Even if you intend to use DHCPv6 instead of SLAAC in your environment, you still need RA messages to function on the local LAN. The RAs provide the default gateway information to an end node and, with the M-bit, inform the nodes that the LAN uses stateful DHCPv6. DHCPv6 does not currently have an option to provide this information to the DHCPv6 client in the same way it is provided with DHCP for IPv4. Providing the default gateway as a DHCPv6 option was proposed, but never made it into the standards.
DHCPv6 may be desirable in the desktop access portions of an enterprise network and DHCPv6 is absolutely essential in the service provider’s subscriber access networks. However, organizations may not need DHCPv6 in a data center environment. Most organizations will prefer to statically configure IPv6 address parameters on specific systems in the network environment. Static address configuration may be preferred for systems that need to have a fixed, non-changing IPv6 address or for nodes that are unable to perform dynamic address assignment. The systems in the networks that will most likely use this static IPv6 addressing technique are servers and systems within data center environments. These servers could be on an internally-accessible networks, private/hybrid cloud infrastructures, or Internet publically-accessible network. Any system that is going to have its address used in some form of firewall policy or access-control list will need a static address.

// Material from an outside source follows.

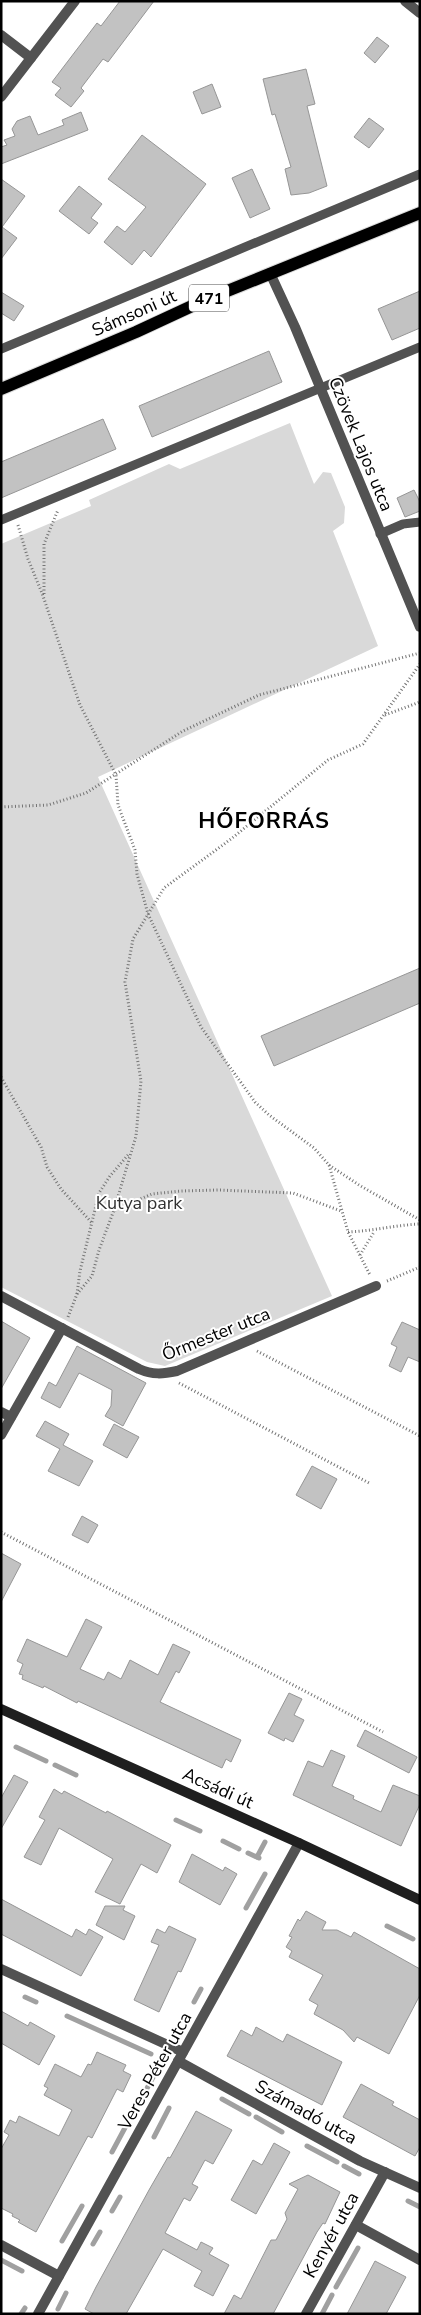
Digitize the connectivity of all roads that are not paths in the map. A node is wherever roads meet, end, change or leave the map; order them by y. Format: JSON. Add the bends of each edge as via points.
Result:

Servers within a data center environment would need to be configured with the following information to be able to operate correctly in an IPv6 environment
Static IPv6 address for its network interface
This address would be allocated from the IPAM system and registered within the DNS system with an AAAA resource record and an accompanying PTR record.
Static IPv6 default gateway
This could either be a global unicast address of the first-hop router or the Link-Local address of the first-hop router (e.g. FE80::1).
Static DNS server
This is the caching DNS resolver this system will use when it needs to perform DNS queries (e.g. configured within the /etc/resolv.conf)
DNS Domain Name
This is the domain name that the system will use in combination with the server's hostname to create its fully-qualified domain name (FQDN) (e.g. the domain suffix search order list)

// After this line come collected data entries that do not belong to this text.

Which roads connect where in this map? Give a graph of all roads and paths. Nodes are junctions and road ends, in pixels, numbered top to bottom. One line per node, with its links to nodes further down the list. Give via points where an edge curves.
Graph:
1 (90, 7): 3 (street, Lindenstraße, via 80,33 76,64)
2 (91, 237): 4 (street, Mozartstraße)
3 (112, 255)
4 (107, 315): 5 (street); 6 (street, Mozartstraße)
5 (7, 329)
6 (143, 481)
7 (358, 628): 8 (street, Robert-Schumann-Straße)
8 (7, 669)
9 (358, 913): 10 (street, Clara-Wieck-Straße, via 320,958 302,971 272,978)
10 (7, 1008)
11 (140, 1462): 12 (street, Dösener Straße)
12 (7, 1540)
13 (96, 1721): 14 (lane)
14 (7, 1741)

Typically, servers will have a static IPv6 address assigned, But they will still use the information contained in the ICMPv6 (type 134) Router Advertisement (RA) message sent by the first-hop router to learn information about the default gateway. RA messages contain the link-local address and the layer-2 (MAC) address of the first-hop router. Servers can listen to these and use this information to auto-configure their default gateway.
If you want to disable sending of RA messages on a Cisco IOS router, you can use the following commands to accomplish this goal.

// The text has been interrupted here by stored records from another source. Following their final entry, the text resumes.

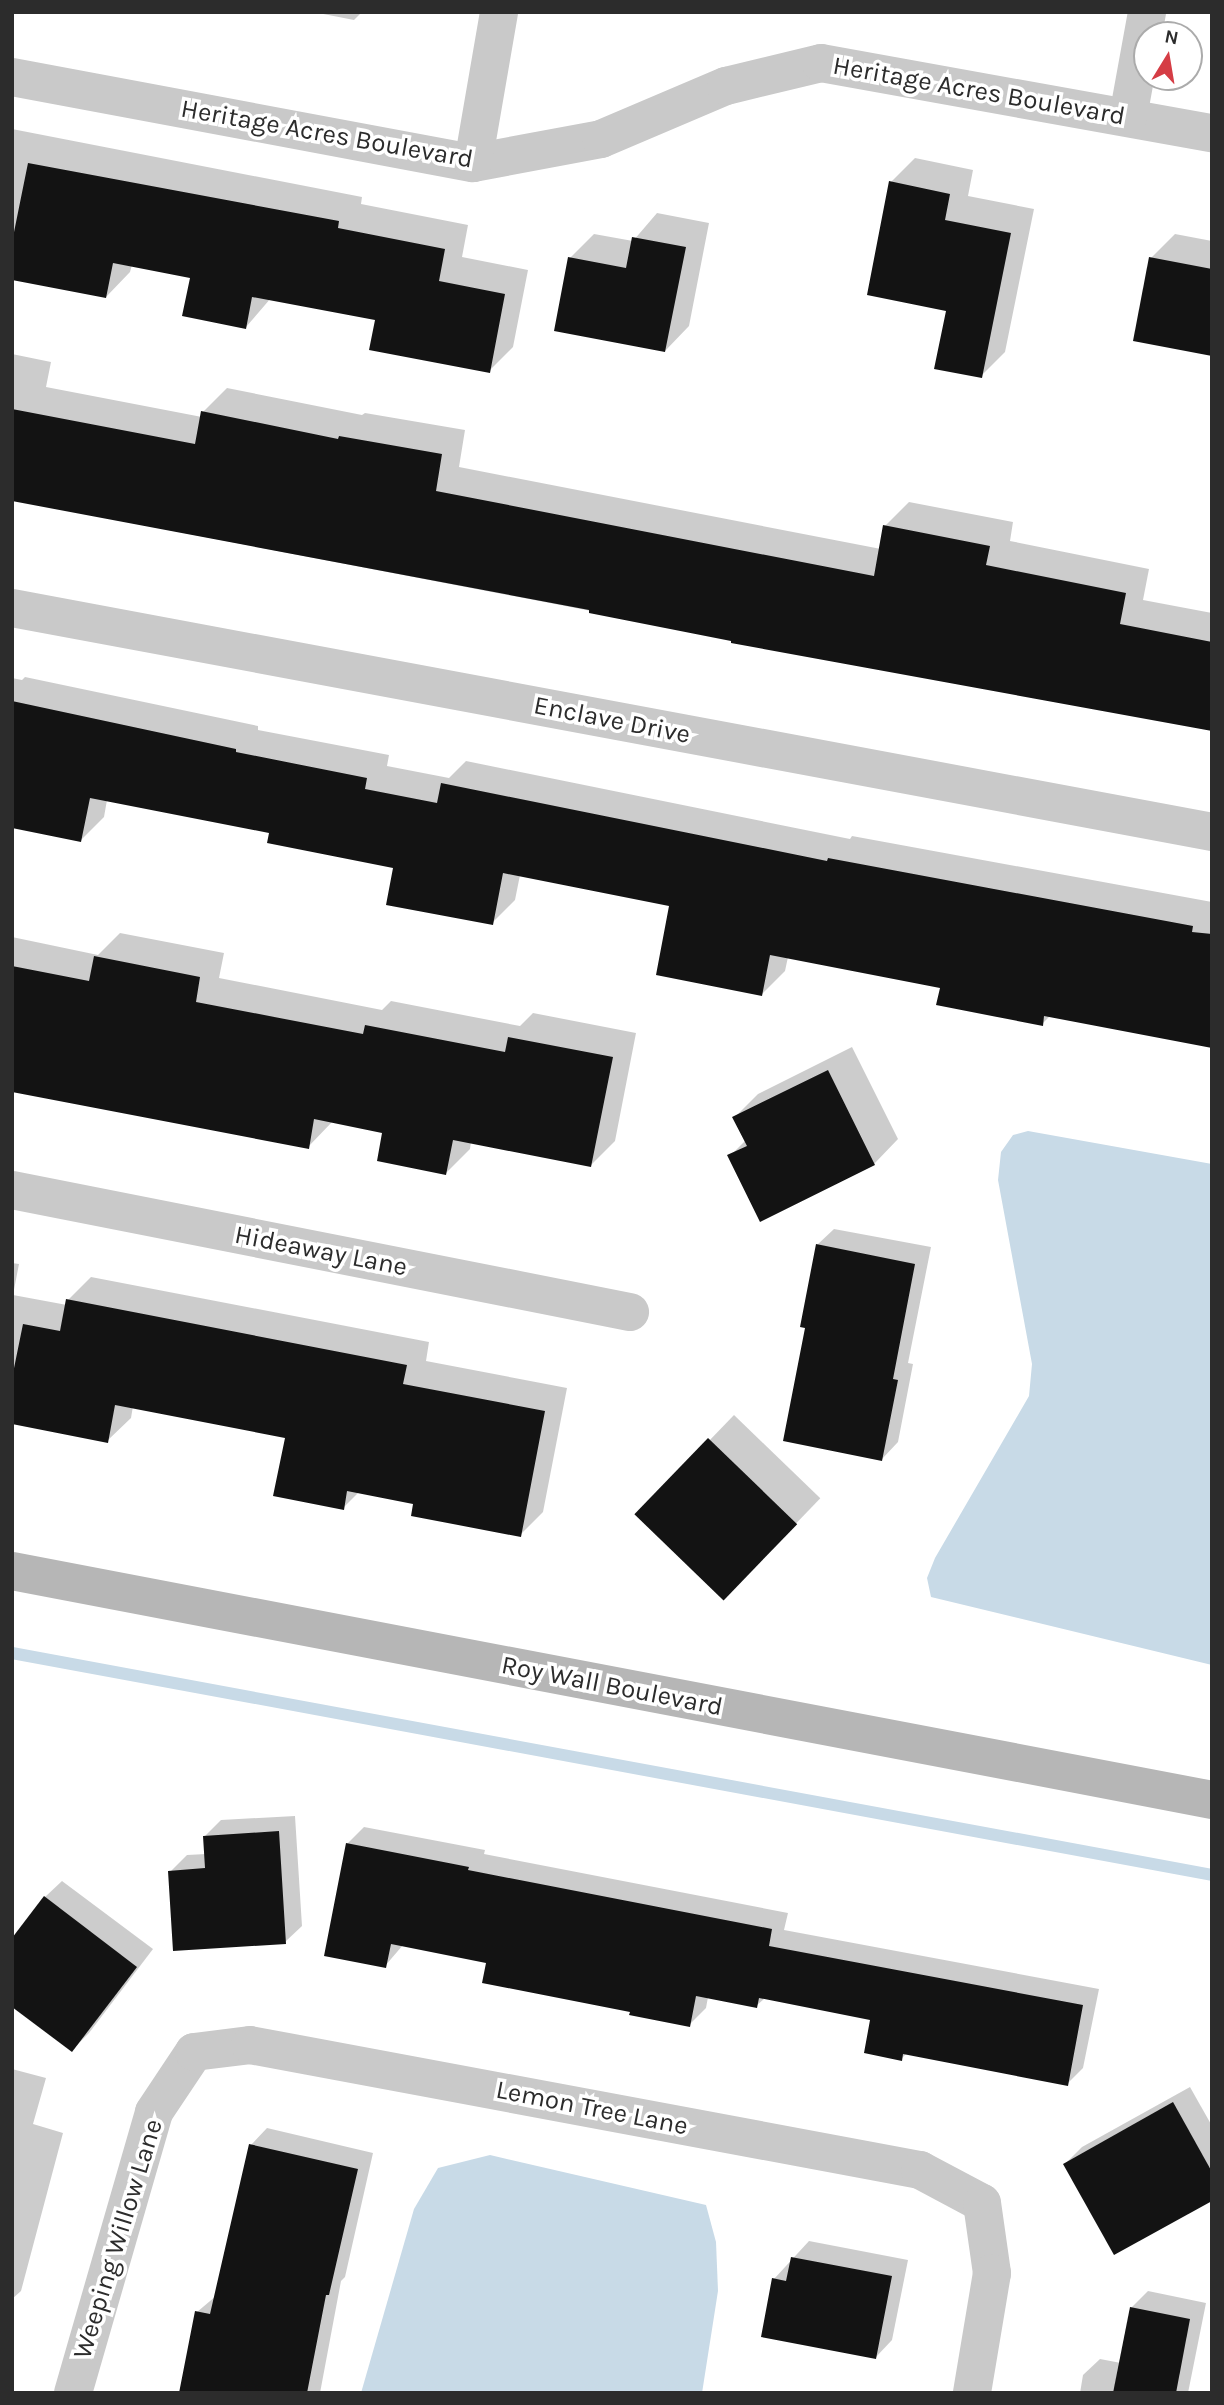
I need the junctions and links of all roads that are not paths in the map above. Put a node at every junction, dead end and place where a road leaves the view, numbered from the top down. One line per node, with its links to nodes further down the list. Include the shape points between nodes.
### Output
1 (499, 12): 6 (street)
2 (1147, 12): 4 (street)
3 (12, 76): 6 (street, Heritage Acres Boulevard)
4 (1128, 117): 5 (street, Heritage Acres Boulevard); 6 (street, Heritage Acres Boulevard, via 821,63 726,86 601,139)
5 (1212, 133)
6 (473, 163)
7 (12, 608): 8 (street, Enclave Drive)
8 (1212, 832)
9 (12, 1190): 10 (street, Hideaway Lane)
10 (630, 1312)
11 (12, 1571): 12 (street, Roy Wall Boulevard)
12 (1212, 1800)
13 (194, 2052): 14 (street, Weeping Willow Lane, via 154,2112); 15 (street, Lemon Tree Lane, via 250,2045 920,2170 982,2203 992,2273)
14 (72, 2393)
15 (972, 2393)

interface GigabitEthernet 0/12
ipv6 address 2001:db8:1234:5678::1/64
ipv6 nd prefix no-autoconfig
ipv6 nd suppress-ra
ipv6 nd ra suppress all
It is important to realize how important the ICMPv6 RA message is to the function of an IPv6-enabled LAN. Security risks exist, but the attacker must be on-net or have compromised a node on the network to be able to perform these rogue RA MITM attacks. Most enterprise organizations would prefer DHCPv6 for desktop LANs, but RAs are still needed on these networks. In a data center, an organization may want to statically assign the address details to hosts and not use RA messages. Regardless, people should not fear the RAs and learn to embrace them.